_WHAT TO PRODUCE_:
Check each line of the data for "Spence" and select those that have it.

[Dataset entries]
------------------------------
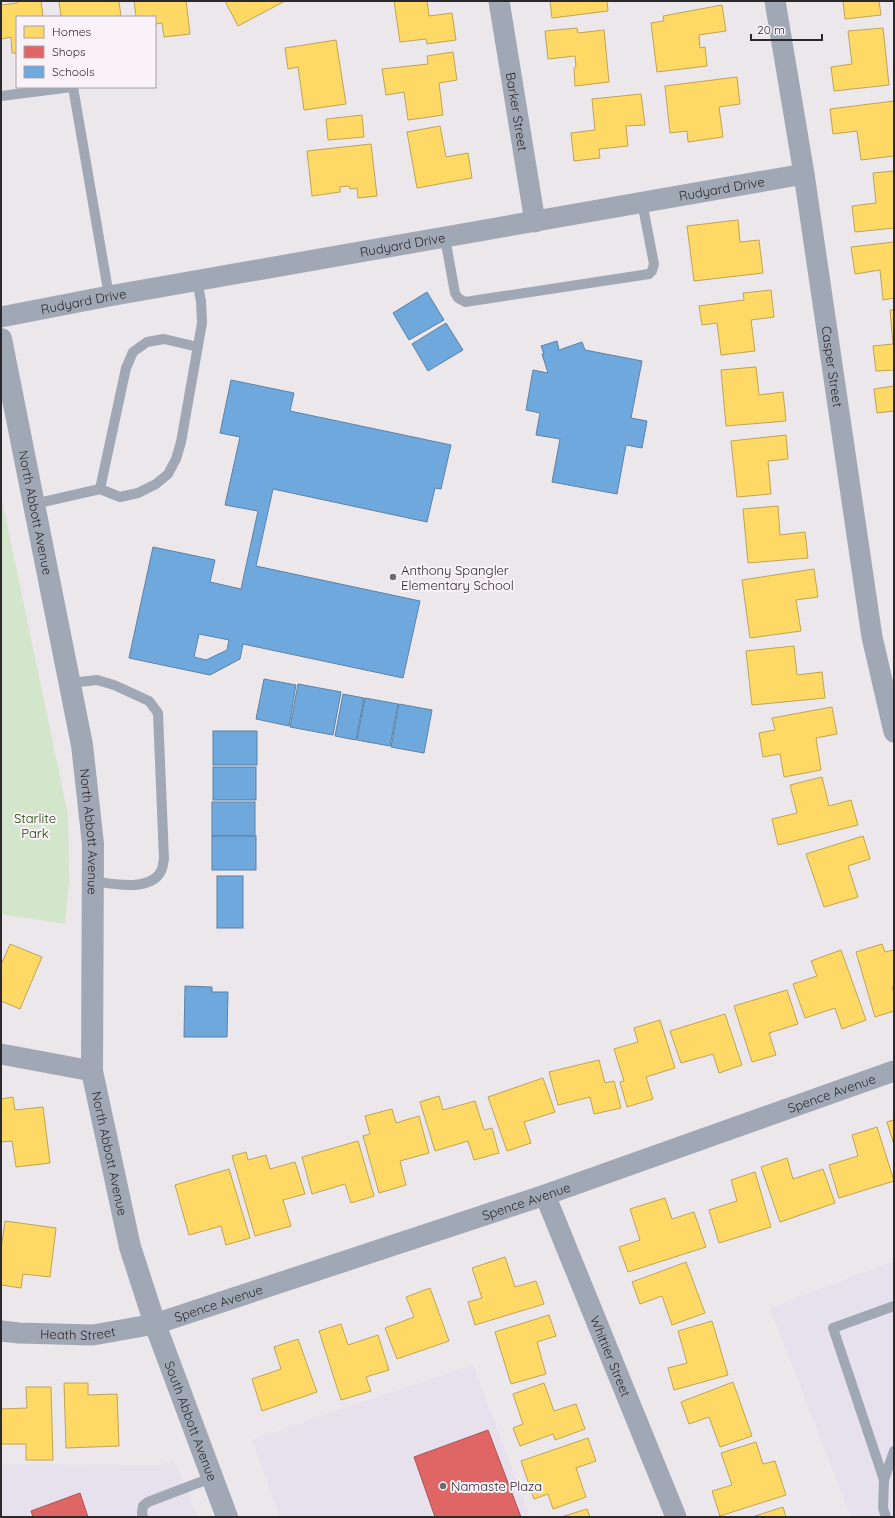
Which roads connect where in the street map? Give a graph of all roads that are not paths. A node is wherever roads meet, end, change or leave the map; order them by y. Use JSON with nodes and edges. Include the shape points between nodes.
{"nodes":[{"id":1,"x":499,"y":1,"type":"edge"},
{"id":2,"x":775,"y":1,"type":"edge"},
{"id":3,"x":64,"y":88,"type":"edge"},
{"id":4,"x":72,"y":88,"type":"edge"},
{"id":5,"x":1,"y":96,"type":"edge"},
{"id":6,"x":804,"y":174,"type":"junction"},
{"id":7,"x":642,"y":202,"type":"junction"},
{"id":8,"x":535,"y":222,"type":"junction"},
{"id":9,"x":445,"y":238,"type":"junction"},
{"id":10,"x":197,"y":281,"type":"junction"},
{"id":11,"x":109,"y":296,"type":"junction"},
{"id":12,"x":1,"y":317,"type":"edge"},
{"id":13,"x":1,"y":339,"type":"edge"},
{"id":14,"x":198,"y":347,"type":"junction"},
{"id":15,"x":100,"y":489,"type":"junction"},
{"id":16,"x":34,"y":504,"type":"junction"},
{"id":17,"x":70,"y":683,"type":"junction"},
{"id":18,"x":894,"y":732,"type":"edge"},
{"id":19,"x":93,"y":881,"type":"junction"},
{"id":20,"x":1,"y":1054,"type":"edge"},
{"id":21,"x":92,"y":1071,"type":"junction"},
{"id":22,"x":894,"y":1071,"type":"edge"},
{"id":23,"x":545,"y":1195,"type":"junction"},
{"id":24,"x":894,"y":1306,"type":"edge"},
{"id":25,"x":155,"y":1324,"type":"junction"},
{"id":26,"x":1,"y":1331,"type":"edge"},
{"id":27,"x":894,"y":1451,"type":"edge"},
{"id":28,"x":212,"y":1478,"type":"junction"},
{"id":29,"x":884,"y":1480,"type":"junction"},
{"id":30,"x":143,"y":1517,"type":"edge"},
{"id":31,"x":226,"y":1517,"type":"edge"},
{"id":32,"x":676,"y":1517,"type":"edge"},
{"id":33,"x":886,"y":1517,"type":"edge"}],
"edges":[{"from":1,"to":8,"type":"street","name":"Barker Street"},
{"from":2,"to":6,"type":"street","name":"Casper Street"},
{"from":3,"to":5,"type":"lane"},
{"from":4,"to":11,"type":"lane"},
{"from":6,"to":7,"type":"street","name":"Rudyard Drive"},
{"from":6,"to":18,"type":"street","name":"Casper Street","via":[[872,637]]},
{"from":7,"to":8,"type":"street","name":"Rudyard Drive"},
{"from":7,"to":9,"type":"lane","via":[[654,264],[649,274],[465,302],[458,298],[455,292]]},
{"from":8,"to":9,"type":"street","name":"Rudyard Drive"},
{"from":9,"to":10,"type":"street","name":"Rudyard Drive"},
{"from":10,"to":11,"type":"street","name":"Rudyard Drive"},
{"from":10,"to":14,"type":"lane","via":[[202,323]]},
{"from":11,"to":12,"type":"street","name":"Rudyard Drive"},
{"from":13,"to":16,"type":"street","name":"North Abbott Avenue"},
{"from":14,"to":15,"type":"lane","via":[[181,442],[168,474],[156,484],[138,493],[120,497]]},
{"from":14,"to":15,"type":"lane","via":[[164,339],[146,342],[133,352],[126,368]]},
{"from":15,"to":16,"type":"lane"},
{"from":16,"to":17,"type":"street","name":"North Abbott Avenue"},
{"from":17,"to":19,"type":"street","name":"North Abbott Avenue","via":[[82,745],[93,844]]},
{"from":17,"to":19,"type":"lane","via":[[97,680],[114,685],[149,701],[158,713],[164,858],[161,871],[150,882],[124,886]]},
{"from":19,"to":21,"type":"street","name":"North Abbott Avenue"},
{"from":20,"to":21,"type":"street"},
{"from":21,"to":25,"type":"street","name":"North Abbott Avenue","via":[[130,1246]]},
{"from":22,"to":23,"type":"street","name":"Spence Avenue"},
{"from":23,"to":25,"type":"street","name":"Spence Avenue"},
{"from":23,"to":32,"type":"street","name":"Whittier Street"},
{"from":24,"to":29,"type":"lane","via":[[833,1328]]},
{"from":25,"to":26,"type":"street","name":"Heath Street","via":[[93,1335]]},
{"from":25,"to":28,"type":"street","name":"South Abbott Avenue"},
{"from":27,"to":29,"type":"lane"},
{"from":28,"to":30,"type":"lane","via":[[148,1502],[143,1506]]},
{"from":28,"to":31,"type":"street","name":"South Abbott Avenue"},
{"from":29,"to":33,"type":"lane","via":[[883,1508]]}]}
------------------------------
_RESULT OF THIS TASK_:
{"from":22,"to":23,"type":"street","name":"Spence Avenue"},
{"from":23,"to":25,"type":"street","name":"Spence Avenue"},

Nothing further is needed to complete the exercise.